WHAT NEEDS TO BE DONE - Copy every line from the records below that holds the word "Redpath".
(Beginning of DATASET RECORDS)
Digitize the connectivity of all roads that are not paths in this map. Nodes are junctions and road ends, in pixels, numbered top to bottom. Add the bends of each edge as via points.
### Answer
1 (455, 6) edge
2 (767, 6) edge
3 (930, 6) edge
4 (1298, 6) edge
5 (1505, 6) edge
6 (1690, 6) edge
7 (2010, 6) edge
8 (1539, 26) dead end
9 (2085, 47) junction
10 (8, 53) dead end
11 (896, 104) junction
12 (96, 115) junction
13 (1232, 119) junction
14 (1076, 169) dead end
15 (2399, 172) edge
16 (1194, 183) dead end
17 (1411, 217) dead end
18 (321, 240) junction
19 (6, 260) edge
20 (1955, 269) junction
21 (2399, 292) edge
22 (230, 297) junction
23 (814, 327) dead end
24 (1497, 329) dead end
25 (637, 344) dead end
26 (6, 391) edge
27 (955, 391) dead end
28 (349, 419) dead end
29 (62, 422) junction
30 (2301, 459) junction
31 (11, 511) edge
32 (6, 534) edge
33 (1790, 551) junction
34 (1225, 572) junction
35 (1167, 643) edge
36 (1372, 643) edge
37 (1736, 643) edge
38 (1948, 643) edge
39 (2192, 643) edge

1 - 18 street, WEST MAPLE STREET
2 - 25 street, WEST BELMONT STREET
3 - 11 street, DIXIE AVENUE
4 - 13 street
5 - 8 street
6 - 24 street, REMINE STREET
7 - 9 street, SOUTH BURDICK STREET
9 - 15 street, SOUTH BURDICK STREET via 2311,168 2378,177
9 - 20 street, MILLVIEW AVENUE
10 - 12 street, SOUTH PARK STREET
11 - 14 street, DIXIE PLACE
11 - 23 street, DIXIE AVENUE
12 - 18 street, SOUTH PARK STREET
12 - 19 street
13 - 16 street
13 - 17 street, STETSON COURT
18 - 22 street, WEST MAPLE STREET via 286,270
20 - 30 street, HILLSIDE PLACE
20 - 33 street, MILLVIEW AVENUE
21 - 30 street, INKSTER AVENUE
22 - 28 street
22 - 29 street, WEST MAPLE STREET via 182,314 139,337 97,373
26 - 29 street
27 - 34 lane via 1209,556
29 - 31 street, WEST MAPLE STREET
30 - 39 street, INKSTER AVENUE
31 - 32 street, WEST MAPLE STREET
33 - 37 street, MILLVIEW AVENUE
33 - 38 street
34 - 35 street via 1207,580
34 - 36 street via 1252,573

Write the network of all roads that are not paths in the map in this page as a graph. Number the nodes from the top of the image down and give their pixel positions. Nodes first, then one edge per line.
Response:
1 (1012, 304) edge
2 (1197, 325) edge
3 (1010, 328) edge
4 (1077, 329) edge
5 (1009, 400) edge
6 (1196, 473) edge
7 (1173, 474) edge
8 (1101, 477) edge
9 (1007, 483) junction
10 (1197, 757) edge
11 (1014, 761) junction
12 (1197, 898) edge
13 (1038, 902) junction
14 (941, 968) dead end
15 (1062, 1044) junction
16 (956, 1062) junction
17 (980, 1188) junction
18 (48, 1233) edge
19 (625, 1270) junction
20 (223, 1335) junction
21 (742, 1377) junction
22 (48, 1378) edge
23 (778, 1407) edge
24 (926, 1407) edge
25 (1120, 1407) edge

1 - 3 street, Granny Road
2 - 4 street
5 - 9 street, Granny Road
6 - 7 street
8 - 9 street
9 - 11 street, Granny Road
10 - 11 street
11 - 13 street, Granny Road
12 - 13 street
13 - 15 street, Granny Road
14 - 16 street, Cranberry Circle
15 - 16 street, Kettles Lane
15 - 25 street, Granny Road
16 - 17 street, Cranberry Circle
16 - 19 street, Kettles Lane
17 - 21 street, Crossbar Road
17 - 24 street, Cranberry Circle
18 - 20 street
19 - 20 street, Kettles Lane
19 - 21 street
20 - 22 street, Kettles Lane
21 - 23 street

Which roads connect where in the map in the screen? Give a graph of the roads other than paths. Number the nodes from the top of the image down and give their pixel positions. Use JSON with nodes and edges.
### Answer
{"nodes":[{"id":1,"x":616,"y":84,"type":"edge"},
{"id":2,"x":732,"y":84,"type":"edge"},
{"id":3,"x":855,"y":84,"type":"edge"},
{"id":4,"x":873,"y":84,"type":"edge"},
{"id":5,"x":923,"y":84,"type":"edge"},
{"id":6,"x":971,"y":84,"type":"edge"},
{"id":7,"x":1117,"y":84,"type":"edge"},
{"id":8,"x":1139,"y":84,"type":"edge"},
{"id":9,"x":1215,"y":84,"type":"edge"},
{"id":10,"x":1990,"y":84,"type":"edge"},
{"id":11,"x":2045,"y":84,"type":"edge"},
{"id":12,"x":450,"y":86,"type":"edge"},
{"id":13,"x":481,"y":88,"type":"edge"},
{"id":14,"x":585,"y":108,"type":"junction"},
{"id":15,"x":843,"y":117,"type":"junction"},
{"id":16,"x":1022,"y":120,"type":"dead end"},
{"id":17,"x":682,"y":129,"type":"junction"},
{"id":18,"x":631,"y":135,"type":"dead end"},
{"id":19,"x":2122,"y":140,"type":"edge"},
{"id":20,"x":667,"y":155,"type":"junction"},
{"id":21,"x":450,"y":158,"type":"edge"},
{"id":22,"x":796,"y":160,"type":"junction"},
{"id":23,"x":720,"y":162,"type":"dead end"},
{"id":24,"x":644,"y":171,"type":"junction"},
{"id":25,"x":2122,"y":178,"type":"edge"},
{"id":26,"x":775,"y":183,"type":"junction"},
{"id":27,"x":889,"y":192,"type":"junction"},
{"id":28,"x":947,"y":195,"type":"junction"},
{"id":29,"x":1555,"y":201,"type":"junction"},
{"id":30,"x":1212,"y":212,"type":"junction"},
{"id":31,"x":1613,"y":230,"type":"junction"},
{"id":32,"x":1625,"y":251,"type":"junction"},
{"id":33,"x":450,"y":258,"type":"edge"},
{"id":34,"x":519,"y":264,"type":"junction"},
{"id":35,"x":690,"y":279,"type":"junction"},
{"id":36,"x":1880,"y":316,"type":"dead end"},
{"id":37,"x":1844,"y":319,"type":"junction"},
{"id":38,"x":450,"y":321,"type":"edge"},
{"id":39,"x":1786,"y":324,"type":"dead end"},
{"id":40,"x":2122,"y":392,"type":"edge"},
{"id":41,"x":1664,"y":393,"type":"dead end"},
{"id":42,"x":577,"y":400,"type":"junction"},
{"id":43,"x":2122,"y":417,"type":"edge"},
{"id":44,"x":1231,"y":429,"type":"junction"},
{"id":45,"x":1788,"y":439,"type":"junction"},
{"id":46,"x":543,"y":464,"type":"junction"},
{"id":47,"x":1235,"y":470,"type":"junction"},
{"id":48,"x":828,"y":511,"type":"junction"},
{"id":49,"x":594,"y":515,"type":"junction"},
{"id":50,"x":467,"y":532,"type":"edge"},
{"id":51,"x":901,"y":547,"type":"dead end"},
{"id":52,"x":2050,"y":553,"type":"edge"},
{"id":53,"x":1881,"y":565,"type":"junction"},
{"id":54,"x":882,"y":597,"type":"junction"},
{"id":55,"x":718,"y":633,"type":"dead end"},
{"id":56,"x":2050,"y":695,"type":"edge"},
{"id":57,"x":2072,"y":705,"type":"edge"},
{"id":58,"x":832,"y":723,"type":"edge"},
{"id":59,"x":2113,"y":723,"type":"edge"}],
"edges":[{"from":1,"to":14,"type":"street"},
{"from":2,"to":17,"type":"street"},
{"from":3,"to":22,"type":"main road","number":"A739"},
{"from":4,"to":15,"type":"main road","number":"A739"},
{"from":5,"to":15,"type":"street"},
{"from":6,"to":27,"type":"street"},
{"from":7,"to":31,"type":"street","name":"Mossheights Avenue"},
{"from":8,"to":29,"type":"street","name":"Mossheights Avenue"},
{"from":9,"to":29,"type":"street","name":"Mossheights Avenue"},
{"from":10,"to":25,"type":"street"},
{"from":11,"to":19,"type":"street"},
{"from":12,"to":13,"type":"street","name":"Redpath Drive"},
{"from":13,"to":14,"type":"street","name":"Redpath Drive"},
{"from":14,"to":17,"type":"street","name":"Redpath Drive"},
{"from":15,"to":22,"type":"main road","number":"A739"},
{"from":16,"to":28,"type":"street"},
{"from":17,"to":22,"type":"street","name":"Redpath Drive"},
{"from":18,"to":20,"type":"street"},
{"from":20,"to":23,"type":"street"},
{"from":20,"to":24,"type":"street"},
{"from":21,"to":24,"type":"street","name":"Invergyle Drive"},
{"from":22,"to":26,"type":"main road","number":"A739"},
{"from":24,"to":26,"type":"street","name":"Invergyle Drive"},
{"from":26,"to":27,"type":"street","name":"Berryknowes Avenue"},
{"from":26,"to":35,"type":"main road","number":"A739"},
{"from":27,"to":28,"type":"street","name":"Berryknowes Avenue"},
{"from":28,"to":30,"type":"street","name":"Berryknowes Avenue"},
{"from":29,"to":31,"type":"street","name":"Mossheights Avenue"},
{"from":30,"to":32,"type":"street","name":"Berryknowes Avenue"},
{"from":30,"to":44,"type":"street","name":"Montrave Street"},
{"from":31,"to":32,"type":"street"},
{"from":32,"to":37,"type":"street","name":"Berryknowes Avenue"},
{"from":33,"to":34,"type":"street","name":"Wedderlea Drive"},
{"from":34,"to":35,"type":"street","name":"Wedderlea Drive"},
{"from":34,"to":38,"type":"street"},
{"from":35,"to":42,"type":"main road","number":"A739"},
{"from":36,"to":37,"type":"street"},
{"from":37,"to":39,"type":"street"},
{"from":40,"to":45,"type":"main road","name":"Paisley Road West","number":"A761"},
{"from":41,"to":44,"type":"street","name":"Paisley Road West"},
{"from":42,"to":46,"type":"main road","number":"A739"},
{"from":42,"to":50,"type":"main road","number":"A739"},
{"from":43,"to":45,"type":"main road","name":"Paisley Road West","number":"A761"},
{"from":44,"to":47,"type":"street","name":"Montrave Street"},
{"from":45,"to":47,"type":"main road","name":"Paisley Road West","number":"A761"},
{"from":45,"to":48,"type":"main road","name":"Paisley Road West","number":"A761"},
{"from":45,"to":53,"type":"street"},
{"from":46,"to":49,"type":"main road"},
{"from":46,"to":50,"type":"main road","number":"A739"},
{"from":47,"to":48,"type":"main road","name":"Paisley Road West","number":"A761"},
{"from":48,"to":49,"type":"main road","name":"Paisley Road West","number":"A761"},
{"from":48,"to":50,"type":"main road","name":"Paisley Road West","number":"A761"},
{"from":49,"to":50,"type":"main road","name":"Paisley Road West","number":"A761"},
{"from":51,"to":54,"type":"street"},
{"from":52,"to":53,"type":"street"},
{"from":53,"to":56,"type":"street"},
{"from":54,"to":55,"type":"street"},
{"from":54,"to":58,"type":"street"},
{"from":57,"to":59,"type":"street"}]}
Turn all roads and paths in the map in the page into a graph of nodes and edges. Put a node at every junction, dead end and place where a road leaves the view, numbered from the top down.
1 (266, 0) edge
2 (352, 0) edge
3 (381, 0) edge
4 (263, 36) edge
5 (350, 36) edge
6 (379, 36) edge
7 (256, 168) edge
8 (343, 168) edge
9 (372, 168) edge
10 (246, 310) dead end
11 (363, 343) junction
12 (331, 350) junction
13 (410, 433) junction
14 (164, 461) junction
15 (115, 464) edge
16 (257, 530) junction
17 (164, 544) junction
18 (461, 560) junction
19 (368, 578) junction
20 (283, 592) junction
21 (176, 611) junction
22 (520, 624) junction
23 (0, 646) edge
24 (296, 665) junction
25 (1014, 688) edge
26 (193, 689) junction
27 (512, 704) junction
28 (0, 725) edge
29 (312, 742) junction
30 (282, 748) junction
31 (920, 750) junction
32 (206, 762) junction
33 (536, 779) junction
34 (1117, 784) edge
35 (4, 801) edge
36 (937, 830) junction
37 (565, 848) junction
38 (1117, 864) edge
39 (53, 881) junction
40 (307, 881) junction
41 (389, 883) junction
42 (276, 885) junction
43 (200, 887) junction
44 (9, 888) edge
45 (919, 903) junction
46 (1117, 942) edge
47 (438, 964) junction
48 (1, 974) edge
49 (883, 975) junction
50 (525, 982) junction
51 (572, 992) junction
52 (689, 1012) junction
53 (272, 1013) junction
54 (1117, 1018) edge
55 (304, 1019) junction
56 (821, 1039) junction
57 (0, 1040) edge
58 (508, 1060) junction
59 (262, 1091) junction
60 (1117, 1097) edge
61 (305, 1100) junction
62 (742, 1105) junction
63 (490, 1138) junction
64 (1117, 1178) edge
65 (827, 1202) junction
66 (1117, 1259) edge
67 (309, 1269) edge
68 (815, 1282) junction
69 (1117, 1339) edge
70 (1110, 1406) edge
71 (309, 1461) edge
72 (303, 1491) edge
(End of DATASET RECORDS)
RESPONSE FOR THIS EXERCISE -
{"from":12,"to":13,"type":"street","name":"Redpath Drive"},
{"from":13,"to":14,"type":"street","name":"Redpath Drive"},
{"from":14,"to":17,"type":"street","name":"Redpath Drive"},
{"from":17,"to":22,"type":"street","name":"Redpath Drive"},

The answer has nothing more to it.